Takeout is perfectly acceptable. You and your friend can order and pay separately and eat together yet distant.
Averitt made a birthday dinner for four women and three kids, most of whom were co-quarantining. Moms brought hand sanitizer and their kids’ food. There were three tables, well spaced.
Averitt wore a mask and washed her hands frequently while preparing burgers and homemade buns and salad. She put everything in deli containers with lids and used tongs for moving the food. She realized a large birthday cake with candles was out, so she made individual ramekins of chocolate cake, and the celebrant got one candle that she blew out discreetly, away from other guests.
“You don’t want to lose the beauty and aesthetic feel of a gathering,” says Averitt.
Lockard carefully planned a surprise birthday party for her 17-year-old daughter where friends came over in designated time slots and she served wrapped Popsicles and ice cream sandwiches on a tray.
Rafanelli recently went to a client’s home for lunch for three and was impressed at her careful preparation. The menu was three salads. There were nine small serving bowls on the table, so each guest had their own three salads to choose from to fill their plates with their own three separate serving spoons. “It’s not just about how pretty a party is any more,” he says. “It’s using common sense and reminding each other of how to take care of each other.”
If you don’t want to use disposable dishes and utensils, Schaffner says, you could put out a bin for people to leave their dirty dishes in. The host can later pick it up and load the contents into the dishwasher — washing his or her hands afterward, of course.
Ditch cloth towels in favor of disposable ones. Also put out wipes (if you have them), lots of soap and hand sanitizer. Nest, maker of high-end candles, is creating antibacterial hand sanitizer that this fall will come in a beautiful bottle with an artsy scent. If possible, you could set up a hand-washing station in your yard.
Not everyone is comfortable offering bathroom privileges. One block of neighbors in Alexandria has set up a regular Saturday night gathering in alternating backyards. You bring your own food and drink, and if you have to go to the bathroom, you go back to your own house.
If you don’t want guests in your house, tell them it’s a two-hour drinks party and there’s no using the bathroom. If you are letting them inside, be explicit about the WC “rules.”
Those might be more restrictive than usual, given the potential risks. Schaffner notes that in addition to potentially being transmitted on shared surfaces, the novel coronavirus has been known to shed in feces. “There is a theoretical risk that if an asymptomatic person uses the toilet, it could aerosolize,” he says. “Maybe the solution is that you give people instructions: Leave the lid down before you flush, wash your hands. If I was going to manage risk, that’s how I would do it.”
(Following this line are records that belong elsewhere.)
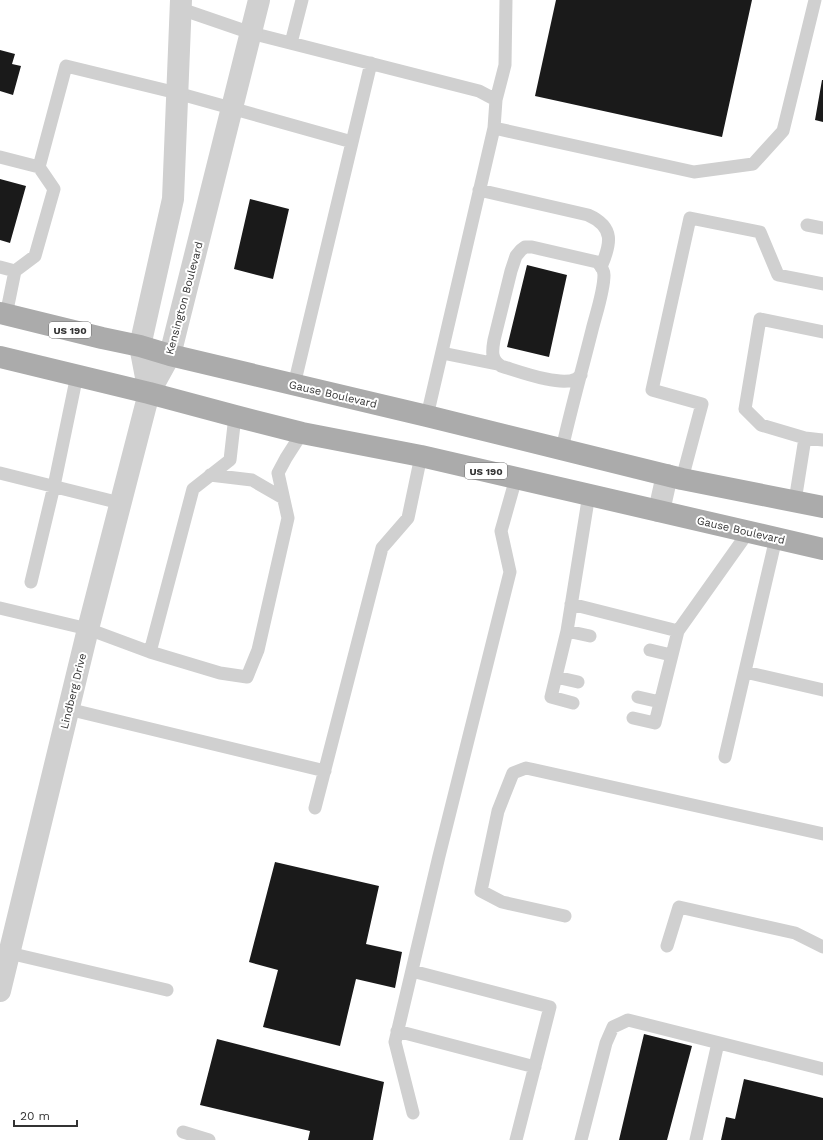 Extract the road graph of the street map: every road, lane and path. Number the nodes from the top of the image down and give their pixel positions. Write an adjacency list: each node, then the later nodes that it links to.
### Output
1 (259, 0): 6 (street, Kensington Boulevard)
2 (302, 0): 7 (lane)
3 (506, 0): 10 (lane)
4 (815, 0): 12 (lane)
5 (181, 4): 6 (lane); 9 (street)
6 (251, 33): 7 (lane); 11 (street, Kensington Boulevard)
7 (291, 43): 8 (lane)
8 (371, 63): 10 (lane); 13 (lane)
9 (177, 93): 11 (lane); 15 (lane); 25 (street)
10 (496, 100): 12 (lane)
11 (232, 108): 13 (lane); 27 (street, Kensington Boulevard)
12 (494, 128): 16 (lane)
13 (352, 142): 32 (lane)
14 (0, 157): 15 (lane)
15 (39, 168): 21 (lane)
16 (479, 190): 20 (lane); 26 (lane)
17 (807, 225): 18 (lane)
18 (823, 228)
19 (0, 267): 21 (lane)
20 (602, 267): 29 (lane); 31 (lane)
21 (15, 271): 23 (lane)
22 (823, 284): 43 (lane)
23 (3, 314): 25 (main road, Gause Boulevard / US 190)
24 (823, 332): 37 (lane)
25 (140, 346): 27 (main road, Gause Boulevard / US 190); 33 (street)
26 (442, 353): 29 (lane); 35 (lane)
27 (170, 355): 32 (main road, Gause Boulevard / US 190); 33 (street, Kensington Boulevard)
28 (0, 357): 30 (main road, Gause Boulevard / US 190)
29 (497, 364): 31 (lane)
30 (77, 375): 33 (main road, Gause Boulevard / US 190); 45 (lane)
31 (581, 375): 39 (lane)
32 (294, 385): 35 (main road, Gause Boulevard / US 190)
33 (149, 393): 34 (main road, Gause Boulevard / US 190); 49 (street, Lindberg Drive)
34 (235, 416): 36 (main road, Gause Boulevard / US 190); 42 (lane)
35 (427, 416): 39 (main road, Gause Boulevard / US 190)
36 (302, 433): 40 (main road, Gause Boulevard / US 190); 47 (lane)
37 (805, 438): 38 (lane); 48 (lane)
38 (823, 440)
39 (562, 449): 43 (main road, Gause Boulevard / US 190)
40 (421, 456): 44 (main road, Gause Boulevard / US 190); 75 (lane)
41 (0, 473): 45 (lane)
42 (210, 475): 47 (lane); 63 (lane)
43 (674, 477): 48 (main road, Gause Boulevard / US 190); 51 (street)
44 (516, 478): 46 (main road, Gause Boulevard / US 190); 82 (lane)
45 (54, 486): 49 (lane); 55 (lane)
46 (589, 494): 51 (main road, Gause Boulevard / US 190); 56 (lane)
47 (283, 498): 63 (lane)
48 (795, 501): 50 (main road, Gause Boulevard / US 190)
49 (120, 503): 58 (street, Lindberg Drive)
50 (823, 507)
51 (659, 511): 52 (main road, Gause Boulevard / US 190)
52 (749, 531): 53 (main road, Gause Boulevard / US 190); 60 (lane)
53 (776, 538): 54 (main road, Gause Boulevard / US 190); 65 (lane)
54 (823, 548)
55 (31, 582)
56 (571, 604): 59 (lane); 60 (lane)
57 (0, 608): 58 (lane)
58 (88, 629): 63 (lane); 72 (street, Lindberg Drive)
59 (566, 631): 61 (lane); 66 (lane)
60 (678, 631): 64 (lane)
61 (590, 636)
62 (650, 650): 64 (lane)
63 (150, 652)
64 (671, 655): 70 (lane)
65 (744, 672): 68 (lane); 74 (lane)
66 (556, 677): 67 (lane); 71 (lane)
67 (578, 682)
68 (823, 690)
69 (638, 697): 70 (lane)
70 (660, 702): 73 (lane)
71 (572, 703)
72 (68, 709): 75 (lane); 81 (street, Lindberg Drive)
73 (633, 718)
74 (725, 756)
75 (325, 771): 76 (lane)
76 (315, 808)
77 (823, 834): 78 (lane)
78 (565, 916)
79 (667, 946): 80 (lane)
80 (823, 947)
81 (9, 953): 83 (lane); 84 (street, Lindberg Drive)
82 (412, 972): 85 (lane); 87 (lane)
83 (167, 990)
84 (0, 991)
85 (398, 1031): 87 (lane); 89 (lane)
86 (718, 1043): 88 (lane); 93 (lane); 94 (lane)
87 (535, 1067): 92 (lane)
88 (823, 1069)
89 (413, 1113)
90 (183, 1132): 91 (lane)
91 (209, 1140)
92 (516, 1140)
93 (581, 1140)
94 (696, 1140)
And don’t be embarrassed; your friends will understand. Instead of whispering the instructions to each guest or blurting them out when everyone arrives, put a small note on the bathroom door with the pandemic rules, and urge everyone to wipe down the doorknob on their way out.
Even modest gatherings in the coronavirus era will take lots of planning and effort, but seeing friends can ease anxiety in these very stressful days. “This is not forever. It’s just for now,” Lockard says. “There will be a time that we will be able to gather in groups again. Good manners is how we handle other people in difficult and good times. We just need to maintain our graciousness and sensitivity.”